I am exercising my right to worship my God on my own, right where I live, which is a Jewish desert. The land is not a desert, but the spiritual landscape is devoid of Jews. It's not a desert of plant growth, but certainly of Jewish growth. That's a plain fact here in far north Texas.
What a great example of seeing my current life challenges in the weekly Torah portion! Shabbat Shalom!
Talking to God about my concerns is 'way more productive than talking to most human beings. The reality is, most people cannot filter out their own self-interest while listening to others, except professionals trained to listen. Talking to God has a genuine focus on my own self-interest from God's vantage point. That's what I ask for in prayer and what I often get as a result. That puts my thoughts, feelings, plans and purposes in the best light possible for me... The light of God!
Listening to podcasts about Parsha Shemot this week I am letting this reality sink in deeply. Adversity has been a big part of my personal growth. I'm not saying, "Whatever doesn't kill you makes you stronger," not exactly.
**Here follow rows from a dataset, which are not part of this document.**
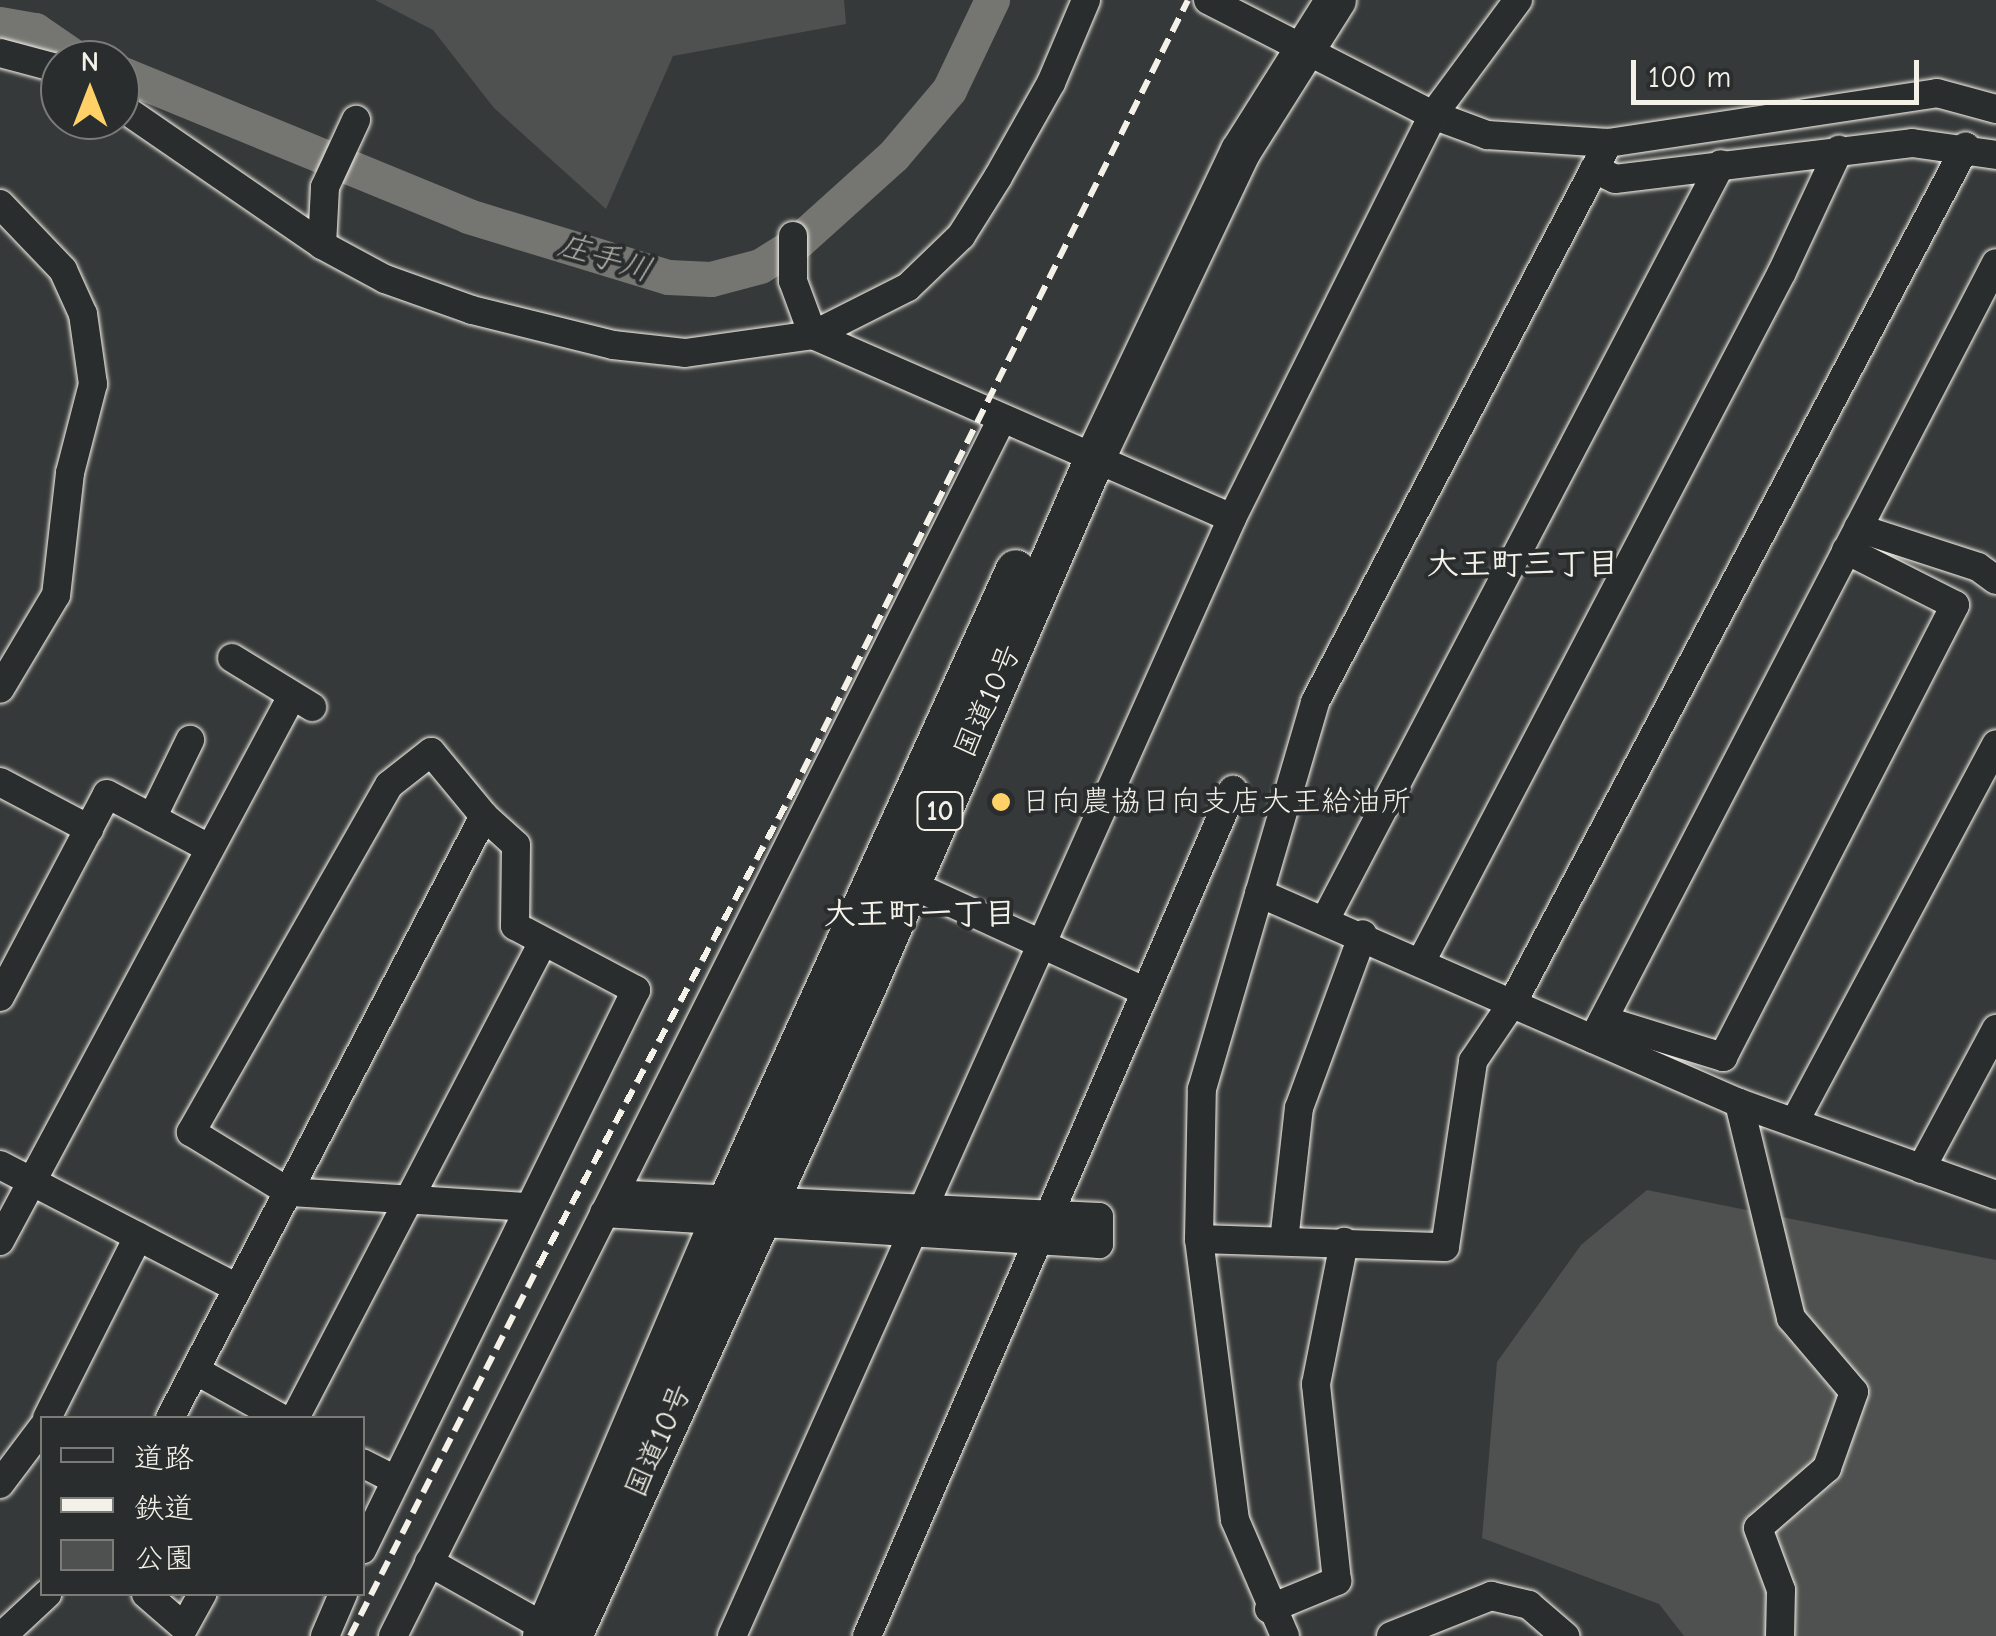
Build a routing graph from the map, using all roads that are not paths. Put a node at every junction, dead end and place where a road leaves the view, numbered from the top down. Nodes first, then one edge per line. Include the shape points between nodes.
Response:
1 (1086, 0) edge
2 (1208, 0) edge
3 (1305, 0) edge
4 (1336, 0) edge
5 (1518, 0) edge
6 (1291, 43) junction
7 (0, 52) edge
8 (40, 63) edge
9 (1996, 110) edge
10 (1434, 115) junction
11 (140, 120) edge
12 (356, 120) dead end
13 (1608, 143) junction
14 (1966, 146) junction
15 (1839, 150) junction
16 (1996, 155) edge
17 (1721, 164) junction
18 (1594, 169) junction
19 (0, 204) edge
20 (793, 236) dead end
21 (322, 244) junction
22 (1996, 263) edge
23 (814, 335) junction
24 (1002, 419) junction
25 (1083, 453) junction
26 (1232, 518) junction
27 (1852, 540) junction
28 (1996, 580) edge
29 (232, 658) dead end
30 (0, 690) edge
31 (190, 740) dead end
32 (1996, 744) edge
33 (0, 782) edge
34 (1233, 790) dead end
35 (484, 816) junction
36 (152, 818) junction
37 (89, 829) junction
38 (209, 848) junction
39 (908, 884) junction
40 (1259, 893) junction
41 (1326, 918) junction
42 (1363, 934) junction
43 (543, 942) junction
44 (1040, 944) junction
45 (1422, 960) junction
46 (1144, 991) junction
47 (0, 997) edge
48 (1514, 1002) junction
49 (1598, 1030) junction
50 (1996, 1030) edge
51 (1739, 1103) junction
52 (1795, 1121) junction
53 (0, 1166) edge
54 (1921, 1168) junction
55 (31, 1182) junction
56 (289, 1192) junction
57 (1996, 1195) edge
58 (409, 1199) junction
59 (609, 1204) junction
60 (528, 1207) junction
61 (744, 1211) junction
62 (916, 1220) junction
63 (1038, 1228) junction
64 (138, 1237) junction
65 (1199, 1238) junction
66 (1284, 1241) junction
67 (0, 1242) edge
68 (1344, 1242) junction
69 (234, 1287) junction
70 (195, 1370) junction
71 (48, 1416) edge
72 (171, 1416) edge
73 (276, 1416) edge
74 (296, 1416) edge
75 (40, 1431) edge
76 (365, 1465) edge
77 (394, 1480) junction
78 (0, 1484) edge
79 (365, 1543) edge
80 (429, 1562) junction
81 (45, 1596) edge
82 (148, 1596) edge
83 (201, 1596) edge
84 (343, 1596) edge
85 (1269, 1609) junction
86 (1428, 1628) edge
87 (554, 1633) edge
88 (2, 1636) edge
89 (325, 1636) edge
90 (392, 1636) edge
91 (732, 1636) edge
92 (866, 1636) edge
93 (1285, 1636) edge
94 (1391, 1636) edge
95 (1565, 1636) edge
96 (1780, 1636) edge

1 - 23 street via 1051,84 961,236 908,287
2 - 6 street
3 - 6 highway, 国道10号 / 10
4 - 6 highway, 国道10号 / 10
5 - 10 street
6 - 10 street
6 - 25 highway, 国道10号 / 10
7 - 8 street
9 - 13 street via 1936,93
10 - 13 street via 1487,135
10 - 26 street
11 - 21 street
12 - 21 street via 325,188
13 - 18 street
14 - 15 street
14 - 16 street
14 - 48 street
15 - 17 street
15 - 45 street via 1774,290
17 - 18 street via 1615,179
17 - 41 street
18 - 40 street via 1315,702
19 - 30 street via 64,270 83,314 93,384 70,473 56,595
20 - 23 street via 793,281
21 - 23 street via 385,279 472,310 613,345 685,353
22 - 27 street
23 - 24 street
24 - 25 street
24 - 59 street
25 - 26 street
25 - 39 highway, 国道10号 / 10
25 - 61 highway, 国道10号 / 10
26 - 44 street
27 - 28 street via 1978,567
27 - 49 street
27 - 49 street via 1955,605 1723,1057
29 - 38 street via 302,701
31 - 36 street
32 - 52 street
33 - 37 street
34 - 46 street
35 - 43 street via 516,845 516,926
35 - 56 street
35 - 56 street via 431,752 389,785 192,1132
36 - 37 street via 107,794
36 - 38 street
37 - 47 street
38 - 55 street
39 - 44 street
39 - 61 highway, 国道10号 / 10
40 - 41 street
40 - 65 street via 1202,1088
41 - 42 street
42 - 45 street
42 - 66 street via 1299,1108
43 - 58 street
43 - 60 street via 636,990
44 - 46 street
44 - 62 street
45 - 48 street
46 - 63 street
48 - 49 street
48 - 68 street via 1473,1062 1445,1247
49 - 51 street
50 - 54 street
51 - 52 street
51 - 96 street via 1791,1318 1854,1392 1828,1468 1758,1528 1780,1590
52 - 54 street
53 - 55 street
54 - 57 street
55 - 64 street
55 - 67 street
56 - 58 street
56 - 69 street
58 - 60 street
58 - 74 street
59 - 61 street
59 - 80 street
60 - 77 street
61 - 62 street
61 - 87 highway, 国道10号 / 10
62 - 63 street
62 - 91 street
63 - 92 street
64 - 69 street
64 - 71 street
65 - 66 street
65 - 85 street via 1235,1520
66 - 68 street
68 - 85 street via 1316,1384 1337,1581
69 - 70 street
70 - 72 street
70 - 73 street
75 - 78 street
76 - 77 street
77 - 79 street
80 - 87 street
80 - 90 street
81 - 88 street
82 - 83 street via 184,1626
84 - 89 street
85 - 93 street
86 - 94 street
86 - 95 street via 1491,1596 1528,1605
Because Torah stories about overcoming adversity are not really about people becoming stronger, but instead, they are about God becoming stronger, more welcome and involved in people's lives. That's the strength I desire to cultivate from adversity - acknowledging and welcoming God's plans and purposes for me in this life, having faith and confidence in my ability to overcome adversity through my connection to God.
Over the years I wrote blog posts and copy for others, I followed and studied with successful copywriters. They have to know how people think in order to write copy that motivates sales. John Carlton certainly knows how people think, and he shared these words in an email today, "Remember who you are and what you've survived... and WHY you're here in the first place. You have a purpose. It will sometimes shimmer just out of easy reach... and it will sometimes flash in your face, like a flashbulb." Oh, how I LOVE those words of truth! I bring who I am and what I've survived into every prayer, everyday.
Some powerful words from Rabbi Rachel Barenblat inspired my thinking about being there for others who are struggling. She wrote, "God's Presence is with those who are ill, whether they are aware of it or not. When we visit those who are sick, we enter into the divine Presence. The sickbed is a sacred space." What a counterintuitive thought. It's lofty yet practical, and most of us have plenty of opportunities to practice it every week - trusting that God is there for the struggling person, no matter what.
The idea of prayer as conception is new to me lately. I had to outgrow the idea of prayer as incantation or affirmation of my goals, which was a time-consuming process that continues today. I am the person who is speaking out in prayer to God, but I am not really the one in charge. God is in charge, just as God is in charge of all conception, gestation and birth. Surrendering the conception, gestation and birth of the answers to my prayers is not easy because it feels like giving up my own children. I am a pathway for my prayers, but I don't own them.